# Time evolution in QFT

Standard quantum mechanics postulates that, for an isolated system, time evolution is ruled by unitary operators, then one can prove Schrodinger equation (SE), which is not Lorentz invariant.

If we want a quantum relativistic theory we need, for some reasons, a field viewpoint and this leads to QFT.

My question is: can we still say that in QFT time evolution is, by postulate, unitary?

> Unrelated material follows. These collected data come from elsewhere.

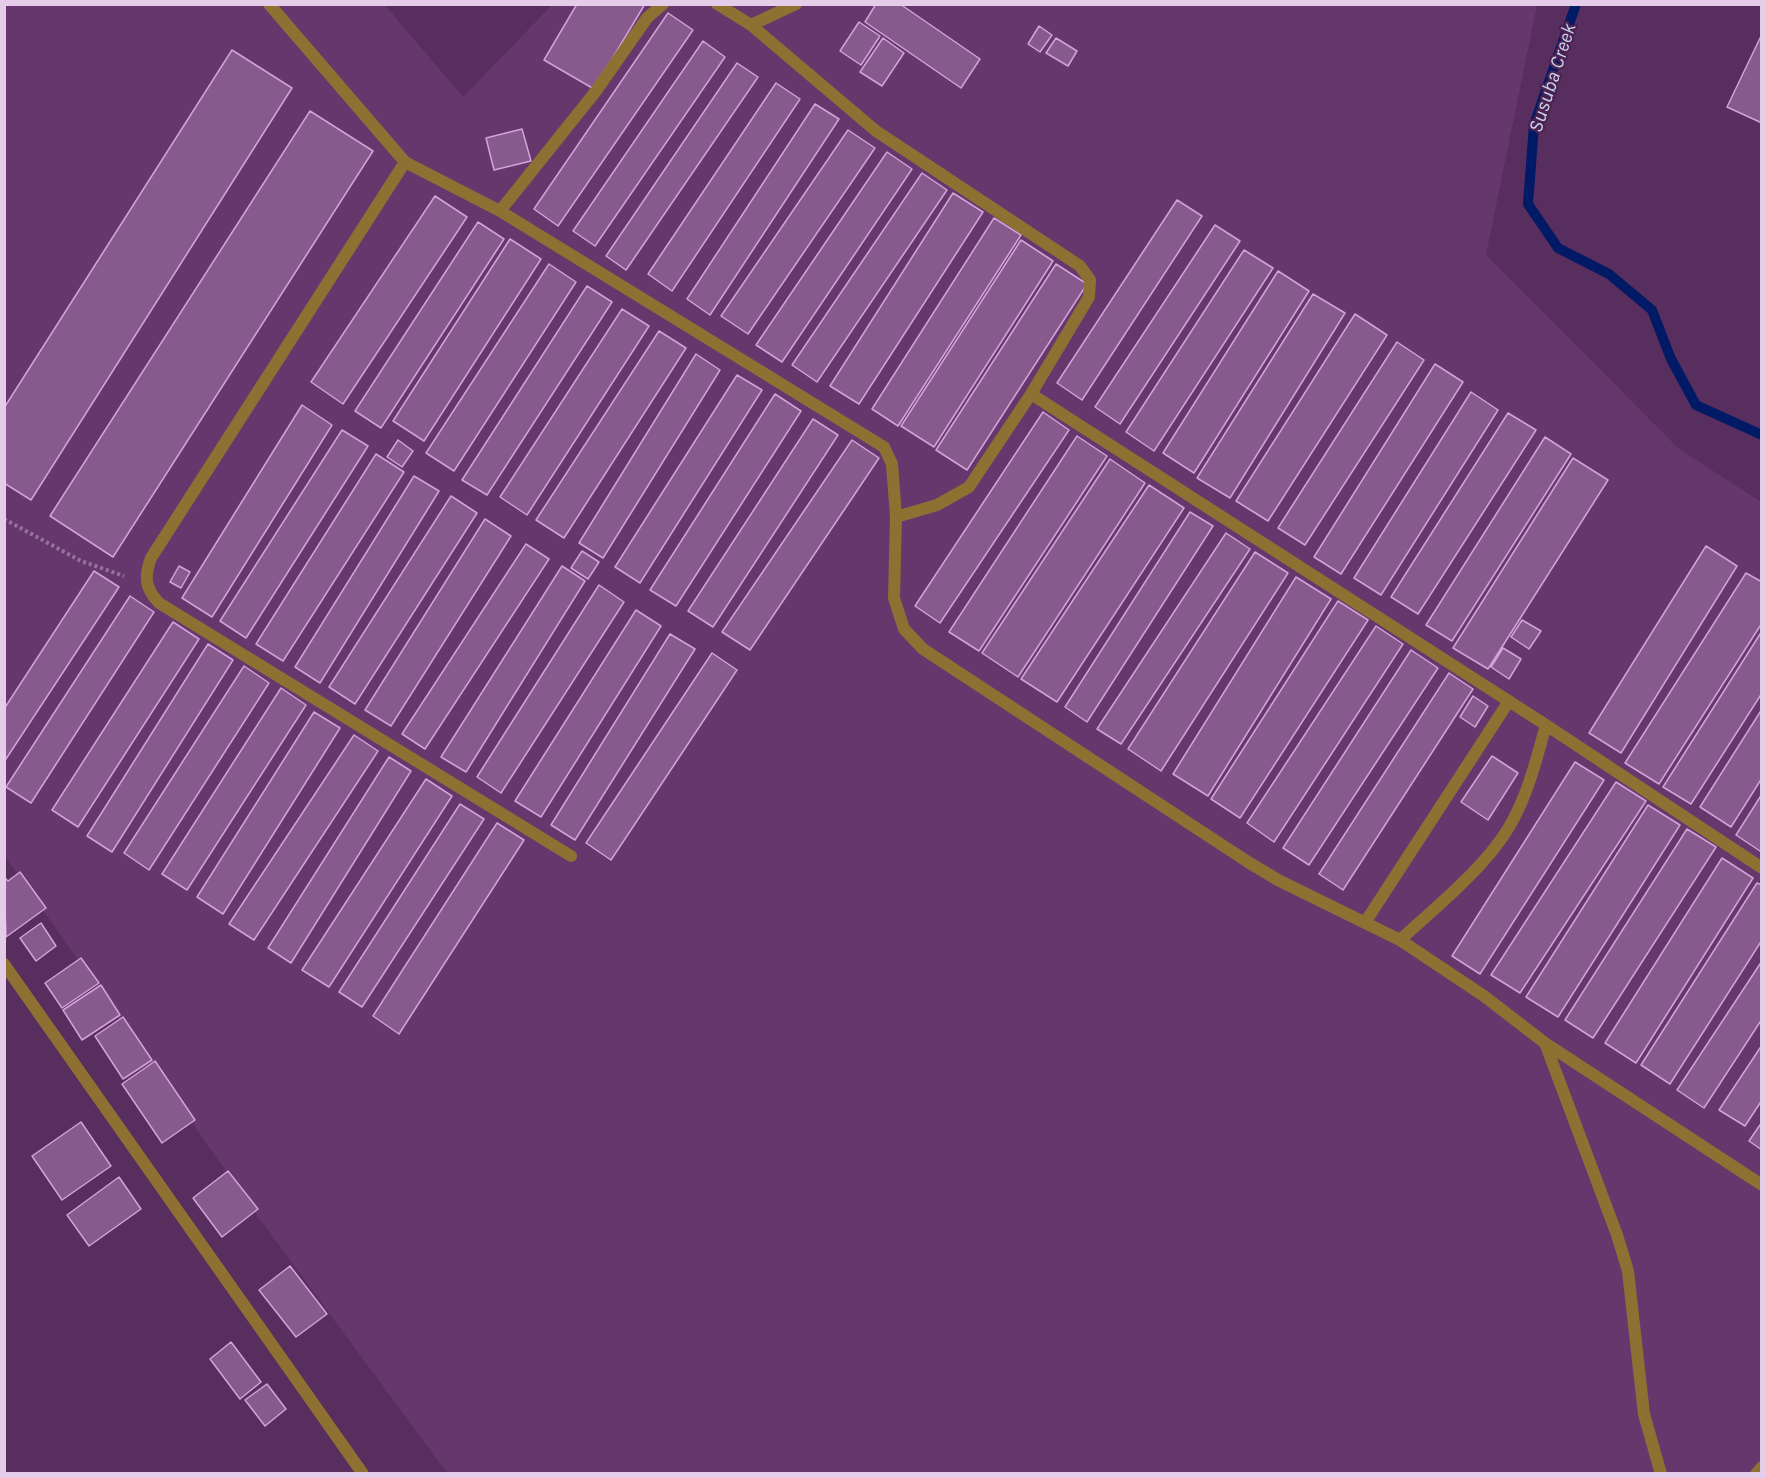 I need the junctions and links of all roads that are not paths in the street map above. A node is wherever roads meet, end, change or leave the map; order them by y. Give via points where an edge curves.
1 (269, 4) edge
2 (663, 4) edge
3 (717, 4) edge
4 (796, 4) edge
5 (751, 25) junction
6 (405, 162) junction
7 (500, 211) junction
8 (1031, 394) junction
9 (897, 517) junction
10 (1509, 701) junction
11 (1546, 724) junction
12 (571, 856) dead end
13 (1761, 868) edge
14 (1366, 921) junction
15 (1400, 940) junction
16 (4, 964) edge
17 (1545, 1043) junction
18 (1761, 1185) edge
19 (1761, 1467) edge
20 (363, 1473) edge
21 (1661, 1473) edge
22 (1756, 1473) edge

1 - 6 street
2 - 7 street via 647,18 596,91
3 - 5 street
4 - 5 street
5 - 8 street via 876,131 1086,272 1090,280 1089,297
6 - 7 street
6 - 12 street via 151,558 145,581 159,603
7 - 9 street via 878,441 892,464
8 - 9 street via 969,487 938,505
8 - 10 street
9 - 14 street via 894,598 904,628 923,649 1248,862
10 - 11 street
10 - 14 street
11 - 13 street
11 - 15 street via 1524,797 1512,822 1463,882
14 - 15 street
15 - 17 street
16 - 20 street
17 - 18 street
17 - 21 street via 1628,1271 1644,1414
19 - 22 street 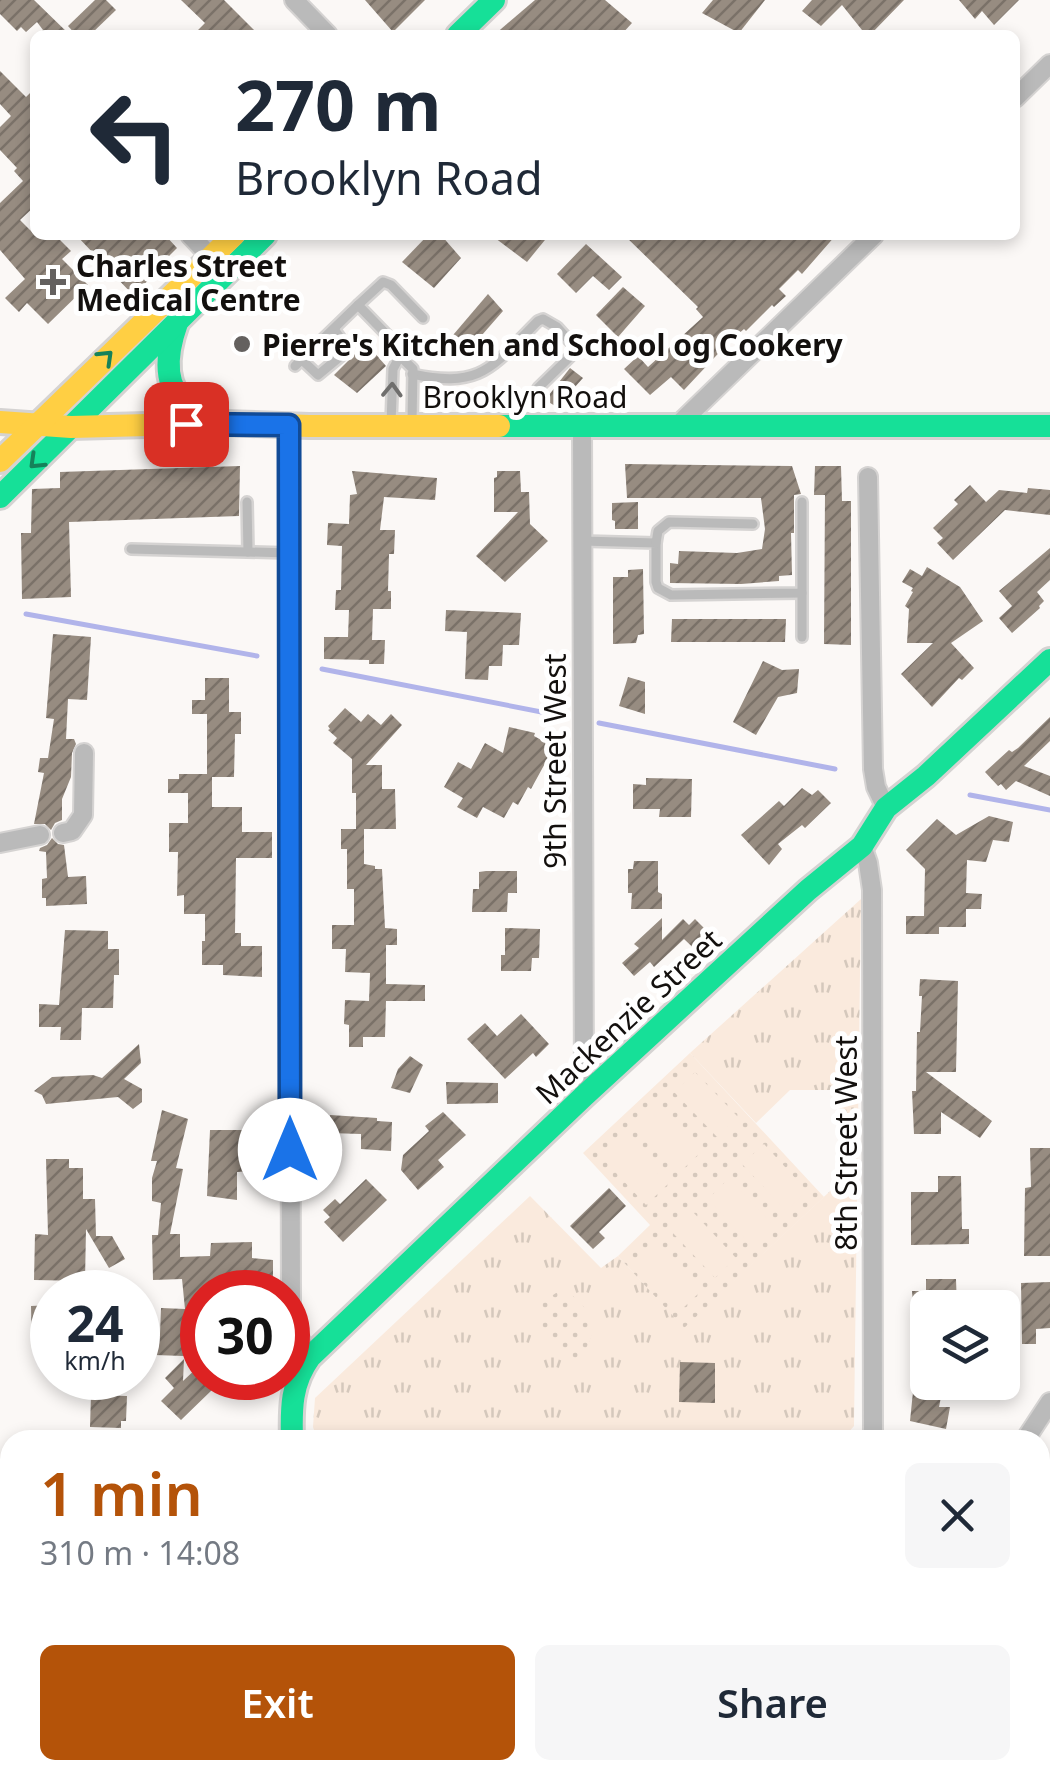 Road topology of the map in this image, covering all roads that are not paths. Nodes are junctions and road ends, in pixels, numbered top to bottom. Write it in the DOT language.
graph roads {
  1 [pos="294,0"];
  2 [pos="494,0"];
  3 [pos="323,30"];
  4 [pos="463,30"];
  5 [pos="1050,64"];
  6 [pos="1020,93"];
  7 [pos="195,240"];
  8 [pos="229,240"];
  9 [pos="260,240"];
  10 [pos="869,240"];
  11 [pos="211,257"];
  12 [pos="358,305"];
  13 [pos="424,318"];
  14 [pos="177,323"];
  15 [pos="334,329"];
  16 [pos="400,356"];
  17 [pos="412,374"];
  18 [pos="538,388"];
  19 [pos="0,422"];
  20 [pos="224,423"];
  21 [pos="36,425"];
  22 [pos="289,425"];
  23 [pos="402,426"];
  24 [pos="582,426"];
  25 [pos="677,426"];
  26 [pos="1050,426"];
  27 [pos="71,428"];
  28 [pos="0,460"];
  29 [pos="868,477"];
  30 [pos="0,497"];
  31 [pos="247,502"];
  32 [pos="802,502"];
  33 [pos="753,524"];
  34 [pos="582,542"];
  35 [pos="656,543"];
  36 [pos="131,548"];
  37 [pos="248,552"];
  38 [pos="289,552"];
  39 [pos="802,593"];
  40 [pos="802,637"];
  41 [pos="1050,660"];
  42 [pos="84,752"];
  43 [pos="886,808"];
  44 [pos="62,833"];
  45 [pos="40,836"];
  46 [pos="0,842"];
  47 [pos="862,846"];
  48 [pos="584,1096"];
  49 [pos="291,1270"];
  50 [pos="310,1357"];
  51 [pos="293,1400"];
  52 [pos="1050,1402"];
  53 [pos="292,1430"];
  54 [pos="873,1430"];
  55 [pos="1032,1430"];
  1 -- 3 [label="street"];
  2 -- 4 [label="main road"];
  5 -- 6 [label="street"];
  7 -- 11 [label="street"];
  8 -- 11 [label="main road"];
  9 -- 14 [label="main road"];
  10 -- 25 [label="street"];
  21 -- 11 [label="main road, one-way"];
  12 -- 13 [label="lane"];
  12 -- 15 [label="lane"];
  12 -- 16 [label="lane"];
  14 -- 20 [label="main road"];
  14 -- 27 [label="main road"];
  15 -- 15 [label="lane"];
  16 -- 17 [label="lane"];
  23 -- 16 [label="lane, one-way"];
  17 -- 18 [label="lane"];
  17 -- 23 [label="lane"];
  19 -- 21 [label="main road, Brooklyn Road"];
  20 -- 22 [label="main road, Brooklyn Road"];
  20 -- 27 [label="main road, Brooklyn Road"];
  21 -- 27 [label="main road, Brooklyn Road"];
  21 -- 28 [label="main road"];
  22 -- 23 [label="main road, Brooklyn Road"];
  22 -- 38 [label="street"];
  23 -- 24 [label="main road, Brooklyn Road"];
  24 -- 25 [label="main road, Brooklyn Road"];
  24 -- 34 [label="street, 9th Street West"];
  25 -- 26 [label="main road, Brooklyn Road"];
  27 -- 30 [label="main road, one-way"];
  29 -- 43 [label="street"];
  31 -- 37 [label="lane"];
  32 -- 39 [label="lane"];
  33 -- 35 [label="lane"];
  34 -- 35 [label="lane"];
  34 -- 48 [label="street, 9th Street West"];
  35 -- 39 [label="lane"];
  36 -- 37 [label="lane"];
  37 -- 38 [label="lane"];
  38 -- 49 [label="street"];
  39 -- 40 [label="lane"];
  41 -- 43 [label="main road, Mackenzie Street"];
  42 -- 44 [label="street"];
  43 -- 47 [label="main road, Mackenzie Street"];
  45 -- 46 [label="street"];
  47 -- 48 [label="main road, Mackenzie Street"];
  47 -- 54 [label="street, 8th Street West"];
  48 -- 50 [label="main road, Mackenzie Street"];
  51 -- 53 [label="main road, Mackenzie Street"];
  52 -- 55 [label="street"];
}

A fundamental postulate of QFT establishes that the theory admits a strongly continuous representation of (orthochronous proper) Poincaré group $\cal P$. A certain one-parameter subgroup of $\cal P$ describes time evolution (with respect to an inertial reference frame) which, as a consequence, turns out to be unitary since it is part of a larger unitary representation.
Alternatively, you can exploit Wigner theorem. Time is homogeneous in inertial systems both in classical and relativistic physics, so time evolution must preserve probability transitions for isolated physical systems. Wigner theorem implies that time evolution is represented by unitary or antiunitary transformations $U_t$. Assuming that $U_t$ is a representation of $\mathbb R$ (the axis of time), i.e. $U_tU_s = U_{t+s}$, one sees that each $U_t$ must be unitary, because $U_t = U_{t/2}U_{t/2}$ is unitary nomatter if $U_{t/2}$ is unitary or antiunitary.
Under some further quite mild requirements (separability of the Hilbert space and the fact that the complex valued maps $\mathbb R \ni t \mapsto \langle \psi | U_t \phi \rangle$ are measurable for every choice of the vectors) a theorem due to von Neumann proves that $\mathbb R \ni t \to U_t$ is strongly continuous and thus admits a unique self-adjoint generator (Stone theorem), that is the Hamiltonian operator, by definition.